As reported by Alexander Osipovich in the Wall Street Journal, “The first futures tied to the cost of trucking goods across the U.S. are set to launch on Friday [March 29, 2019], testing whether an old-school industry will embrace a new financial tool designed to protect cargo haulers and shippers against swings in freight rates.” Here are some more details from the article:

Nodal Exchange, a unit of German exchange giant Deutsche Börse AG, plans to debut 11 new futures contracts linked to trucking costs […] Seven of Nodal’s new contracts will track the cost of booking a truck over popular routes, such as Los Angeles to Dallas and Philadelphia to Chicago. Another three will reflect regional averages for trucking rates in the western, southern and eastern U.S., and one will track a national benchmark.

Futures trading is outside my realm of knowledge and expertise, and I suspect this is also true for many shippers and carriers (except for the very large ones that might already engage in other types of futures trading). Therefore, I’m not sure what impact this will have on the market. But as history has shown in the transportation industry, overcoming “the way we’ve always done things” is always the biggest obstacle.

Will you buy and trade trucking futures? Why or why not? Post a comment and share your perspective.

The Volkswagen Industrial Cloud: A Manufacturing-Centric Supply Chain Operating Network

What do you get when you combine all of the buzz terms in the industry today — cloud computing, Internet of Things (IoT), machine learning, analytics, Data Lake, and more — into a single initiative?

You get the Volkswagen Industrial Cloud, “an industrial digital production platform to empower a worldwide industrial ecosystem that will integrate more than 30,000 facilities and 1,500 suppliers and partners in Volkswagen’s global supply chain over time.”

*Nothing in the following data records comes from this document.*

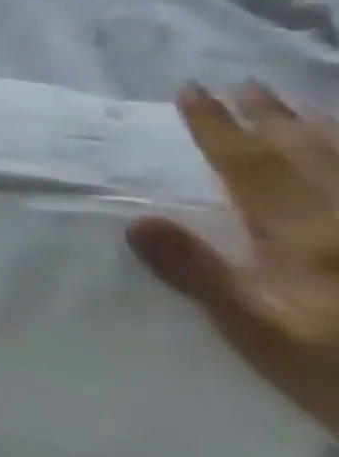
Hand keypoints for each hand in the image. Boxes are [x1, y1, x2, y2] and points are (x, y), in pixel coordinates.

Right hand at [127, 85, 338, 435]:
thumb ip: (200, 275)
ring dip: (321, 131)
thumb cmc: (338, 373)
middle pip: (306, 156)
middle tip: (241, 83)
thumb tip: (138, 219)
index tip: (190, 91)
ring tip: (299, 104)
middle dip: (269, 118)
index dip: (216, 127)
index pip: (249, 166)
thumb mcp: (258, 333)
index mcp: (302, 235)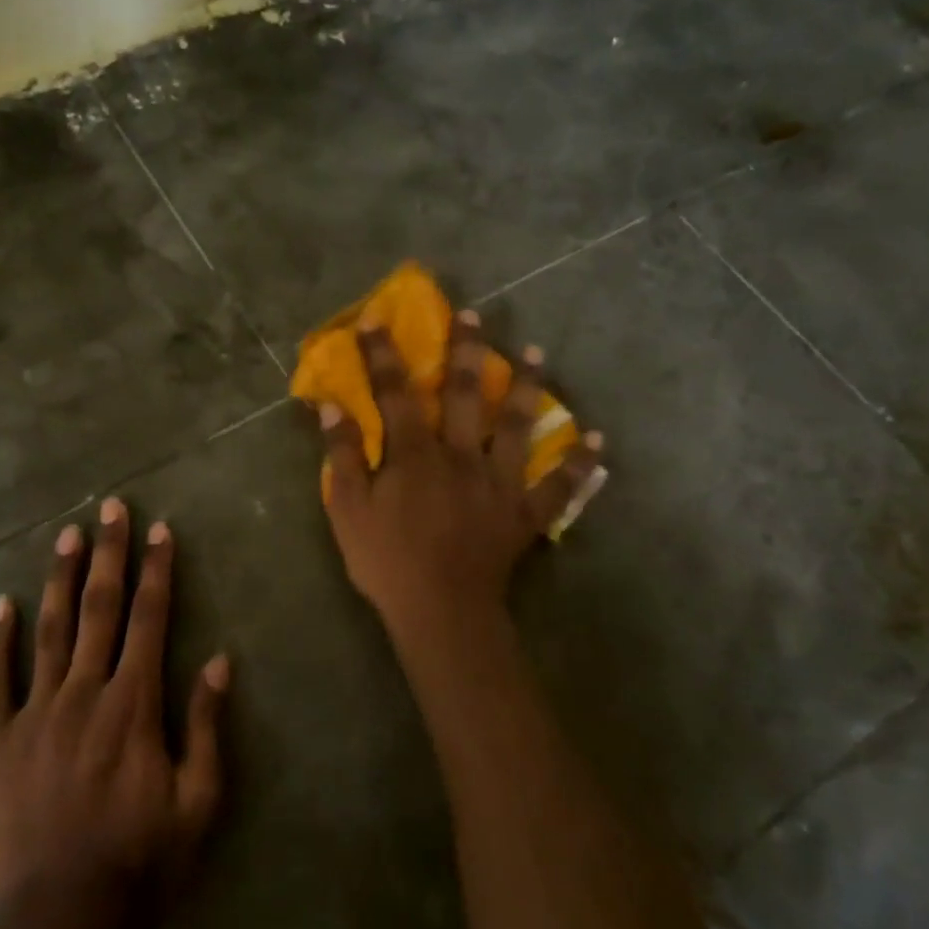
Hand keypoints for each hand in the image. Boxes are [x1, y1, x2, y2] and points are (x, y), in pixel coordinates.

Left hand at [0, 499, 228, 917]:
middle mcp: (85, 692)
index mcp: (134, 703)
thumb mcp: (198, 801)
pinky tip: (1, 605)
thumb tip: (218, 660)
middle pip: (99, 608)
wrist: (61, 921)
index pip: (150, 619)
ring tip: (65, 534)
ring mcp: (36, 713)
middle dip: (108, 554)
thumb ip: (206, 726)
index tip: (159, 531)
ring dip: (59, 578)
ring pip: (50, 630)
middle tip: (110, 507)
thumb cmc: (141, 862)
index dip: (157, 571)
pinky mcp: (0, 741)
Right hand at [318, 312, 605, 638]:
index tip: (376, 318)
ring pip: (517, 424)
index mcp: (415, 454)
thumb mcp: (348, 509)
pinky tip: (597, 443)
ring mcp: (499, 482)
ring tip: (535, 352)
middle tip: (473, 315)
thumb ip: (342, 455)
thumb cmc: (387, 561)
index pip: (396, 392)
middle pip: (465, 394)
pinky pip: (558, 486)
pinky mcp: (524, 513)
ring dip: (526, 385)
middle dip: (465, 350)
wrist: (441, 613)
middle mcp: (461, 455)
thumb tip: (332, 406)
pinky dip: (578, 465)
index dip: (383, 354)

Here are some details from the press release:

Amazon Web Services (AWS) and the Volkswagen Group announced a multi-year, global agreement to build the Volkswagen Industrial Cloud, a cloud-based Industrial digital production platform that will transform the automotive company’s manufacturing and logistics processes. Volkswagen will rely upon the breadth and depth of AWS’s portfolio of services, including IoT, machine learning, analytics, and compute services to increase plant efficiency and uptime, improve production flexibility, and increase vehicle quality.

The Volkswagen Industrial Cloud will bring together real-time data from all of the Volkswagen Group’s 122 manufacturing plants to manage the overall effectiveness of assembly equipment, as well as track parts and vehicles. Volkswagen will use the suite of AWS IoT services […] to detect, collect, organize, and run sophisticated analytics on data from the plant floor. AWS’s IoT services will deliver new insights into manufacturing operations across facilities that will optimize production and improve process efficiencies. With a company-wide Data Lake built on Amazon Simple Storage Service (Amazon S3) to analyze the data, Volkswagen will glean insights that will pinpoint operational trends, improve forecasting, and streamline operations by identifying gaps in production and waste.

In essence, Volkswagen is building its own manufacturing-centric Supply Chain Operating Network powered by Amazon.

“Multi-year and global” typically implies risky and costly, which is the opposite of what most companies want to invest in these days. Yet, the risk and cost of not embarking on such a digital transformation journey might be even greater in the long term. Breaking down this grand vision into smaller, relatively quick and cost-efficient projects — versus attempting a “Big Bang” approach — will be critical for success. So will managing data quality, especially from trading partners, because we still have a big, crappy data problem in supply chain management.

And with that, have a happy weekend!